Exercise details: Scan the records and identify every line in which the string "Gaulle" occurs, then return those lines.

Source information:

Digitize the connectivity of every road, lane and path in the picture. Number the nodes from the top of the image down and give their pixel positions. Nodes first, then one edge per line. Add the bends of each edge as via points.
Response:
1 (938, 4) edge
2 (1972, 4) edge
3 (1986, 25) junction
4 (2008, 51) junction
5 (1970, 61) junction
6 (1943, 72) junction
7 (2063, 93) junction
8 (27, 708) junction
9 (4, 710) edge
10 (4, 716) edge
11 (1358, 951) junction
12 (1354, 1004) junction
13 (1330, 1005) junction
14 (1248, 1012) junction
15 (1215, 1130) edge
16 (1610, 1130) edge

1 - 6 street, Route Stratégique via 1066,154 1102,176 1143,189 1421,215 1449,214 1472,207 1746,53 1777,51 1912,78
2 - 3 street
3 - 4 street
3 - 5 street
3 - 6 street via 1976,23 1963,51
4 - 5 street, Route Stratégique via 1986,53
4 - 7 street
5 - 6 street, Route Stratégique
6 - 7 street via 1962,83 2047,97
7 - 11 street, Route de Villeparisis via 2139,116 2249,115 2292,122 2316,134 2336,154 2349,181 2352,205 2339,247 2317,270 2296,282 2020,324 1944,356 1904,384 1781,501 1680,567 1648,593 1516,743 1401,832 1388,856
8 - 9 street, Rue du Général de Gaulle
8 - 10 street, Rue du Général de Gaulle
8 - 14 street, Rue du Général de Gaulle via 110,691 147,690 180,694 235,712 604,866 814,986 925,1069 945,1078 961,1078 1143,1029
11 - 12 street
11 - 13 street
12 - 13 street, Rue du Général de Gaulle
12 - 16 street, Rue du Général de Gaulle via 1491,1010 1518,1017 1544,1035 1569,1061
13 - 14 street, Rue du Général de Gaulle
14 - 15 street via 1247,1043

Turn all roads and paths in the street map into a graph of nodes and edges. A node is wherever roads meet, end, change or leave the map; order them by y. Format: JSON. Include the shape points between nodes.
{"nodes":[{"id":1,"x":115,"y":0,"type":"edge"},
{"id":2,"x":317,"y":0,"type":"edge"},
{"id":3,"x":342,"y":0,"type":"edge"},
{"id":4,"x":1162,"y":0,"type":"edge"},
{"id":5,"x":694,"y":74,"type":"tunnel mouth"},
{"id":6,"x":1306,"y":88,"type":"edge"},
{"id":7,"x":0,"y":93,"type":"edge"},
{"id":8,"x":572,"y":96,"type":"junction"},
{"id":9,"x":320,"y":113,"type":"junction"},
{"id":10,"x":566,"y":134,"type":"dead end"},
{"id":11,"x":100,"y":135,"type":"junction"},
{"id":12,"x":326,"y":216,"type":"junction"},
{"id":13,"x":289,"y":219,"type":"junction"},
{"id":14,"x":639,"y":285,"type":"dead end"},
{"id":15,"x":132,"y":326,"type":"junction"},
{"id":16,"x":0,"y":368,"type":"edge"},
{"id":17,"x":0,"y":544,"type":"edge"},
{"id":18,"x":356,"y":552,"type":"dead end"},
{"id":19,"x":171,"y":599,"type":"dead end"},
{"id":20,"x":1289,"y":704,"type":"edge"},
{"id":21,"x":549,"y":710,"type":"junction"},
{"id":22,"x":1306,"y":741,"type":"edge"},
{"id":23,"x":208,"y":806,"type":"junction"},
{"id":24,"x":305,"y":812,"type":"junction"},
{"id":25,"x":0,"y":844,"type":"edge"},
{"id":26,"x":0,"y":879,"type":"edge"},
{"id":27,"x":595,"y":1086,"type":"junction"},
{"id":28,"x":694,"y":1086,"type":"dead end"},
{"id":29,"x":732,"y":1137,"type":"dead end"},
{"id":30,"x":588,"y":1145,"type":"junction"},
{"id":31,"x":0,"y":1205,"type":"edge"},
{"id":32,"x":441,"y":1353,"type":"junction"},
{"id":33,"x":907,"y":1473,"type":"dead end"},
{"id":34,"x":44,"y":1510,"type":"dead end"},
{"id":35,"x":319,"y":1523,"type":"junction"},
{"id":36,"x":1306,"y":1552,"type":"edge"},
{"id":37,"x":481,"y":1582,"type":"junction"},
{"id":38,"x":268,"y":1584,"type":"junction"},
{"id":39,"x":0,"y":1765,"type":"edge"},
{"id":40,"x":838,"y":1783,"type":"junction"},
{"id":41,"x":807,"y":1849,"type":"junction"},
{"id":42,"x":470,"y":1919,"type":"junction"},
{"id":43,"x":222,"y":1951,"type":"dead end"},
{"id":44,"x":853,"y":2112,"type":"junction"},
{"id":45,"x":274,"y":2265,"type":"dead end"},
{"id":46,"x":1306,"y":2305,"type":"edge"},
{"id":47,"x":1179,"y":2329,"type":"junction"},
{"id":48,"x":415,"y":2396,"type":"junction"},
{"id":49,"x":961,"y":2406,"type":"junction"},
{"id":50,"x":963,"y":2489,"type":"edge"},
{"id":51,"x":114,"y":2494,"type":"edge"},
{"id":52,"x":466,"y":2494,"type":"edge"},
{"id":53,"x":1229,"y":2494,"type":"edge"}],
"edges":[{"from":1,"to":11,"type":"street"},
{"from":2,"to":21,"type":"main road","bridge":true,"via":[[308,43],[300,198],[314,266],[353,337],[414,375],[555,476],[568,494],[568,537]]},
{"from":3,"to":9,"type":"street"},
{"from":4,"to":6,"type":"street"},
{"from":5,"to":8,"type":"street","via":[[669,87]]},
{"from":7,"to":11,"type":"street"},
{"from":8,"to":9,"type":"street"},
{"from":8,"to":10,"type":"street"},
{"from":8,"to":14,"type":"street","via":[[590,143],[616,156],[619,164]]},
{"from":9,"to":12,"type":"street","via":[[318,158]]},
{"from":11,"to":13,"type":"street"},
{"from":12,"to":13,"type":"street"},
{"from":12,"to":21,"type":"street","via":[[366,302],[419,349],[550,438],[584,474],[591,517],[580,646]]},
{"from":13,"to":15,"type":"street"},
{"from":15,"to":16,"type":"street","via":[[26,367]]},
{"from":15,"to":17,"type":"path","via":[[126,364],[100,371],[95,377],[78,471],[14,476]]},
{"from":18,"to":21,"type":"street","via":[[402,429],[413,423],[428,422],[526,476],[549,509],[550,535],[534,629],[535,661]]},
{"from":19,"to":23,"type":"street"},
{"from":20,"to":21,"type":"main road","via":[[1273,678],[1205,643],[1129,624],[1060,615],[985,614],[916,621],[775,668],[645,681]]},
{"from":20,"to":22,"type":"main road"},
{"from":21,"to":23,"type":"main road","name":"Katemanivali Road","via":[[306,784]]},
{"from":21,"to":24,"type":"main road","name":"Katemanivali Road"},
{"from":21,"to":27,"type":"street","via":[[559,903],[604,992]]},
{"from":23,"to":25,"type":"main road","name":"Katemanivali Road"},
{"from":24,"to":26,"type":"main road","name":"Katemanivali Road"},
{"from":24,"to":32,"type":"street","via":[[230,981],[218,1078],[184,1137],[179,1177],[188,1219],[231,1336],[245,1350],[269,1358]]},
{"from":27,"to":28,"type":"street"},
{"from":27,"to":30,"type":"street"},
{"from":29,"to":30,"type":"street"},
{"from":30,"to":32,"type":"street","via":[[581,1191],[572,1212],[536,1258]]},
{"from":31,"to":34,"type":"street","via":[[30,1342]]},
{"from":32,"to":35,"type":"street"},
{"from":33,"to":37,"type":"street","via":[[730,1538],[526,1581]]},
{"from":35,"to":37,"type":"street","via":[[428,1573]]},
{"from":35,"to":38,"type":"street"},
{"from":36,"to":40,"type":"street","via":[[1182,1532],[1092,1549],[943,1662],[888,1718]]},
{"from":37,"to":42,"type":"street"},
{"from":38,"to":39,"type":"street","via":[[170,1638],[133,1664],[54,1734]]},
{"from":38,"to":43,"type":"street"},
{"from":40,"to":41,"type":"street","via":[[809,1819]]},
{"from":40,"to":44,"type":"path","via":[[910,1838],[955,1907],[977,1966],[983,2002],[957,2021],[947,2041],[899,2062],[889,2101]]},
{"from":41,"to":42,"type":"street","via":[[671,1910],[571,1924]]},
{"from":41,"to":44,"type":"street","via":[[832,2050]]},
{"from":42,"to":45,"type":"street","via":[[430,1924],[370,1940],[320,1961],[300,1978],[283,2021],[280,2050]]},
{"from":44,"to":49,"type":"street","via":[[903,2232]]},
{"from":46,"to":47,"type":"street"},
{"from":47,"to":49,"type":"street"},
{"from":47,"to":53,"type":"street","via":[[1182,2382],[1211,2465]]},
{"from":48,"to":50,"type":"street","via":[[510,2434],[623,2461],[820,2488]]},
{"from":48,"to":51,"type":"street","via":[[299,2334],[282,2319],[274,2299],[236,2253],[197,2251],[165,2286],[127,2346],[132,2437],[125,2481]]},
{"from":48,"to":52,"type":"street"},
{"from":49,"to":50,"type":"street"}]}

Problem solution:
8 - 9 street, Rue du Général de Gaulle
8 - 10 street, Rue du Général de Gaulle
8 - 14 street, Rue du Général de Gaulle via 110,691 147,690 180,694 235,712 604,866 814,986 925,1069 945,1078 961,1078 1143,1029
12 - 13 street, Rue du Général de Gaulle
12 - 16 street, Rue du Général de Gaulle via 1491,1010 1518,1017 1544,1035 1569,1061
13 - 14 street, Rue du Général de Gaulle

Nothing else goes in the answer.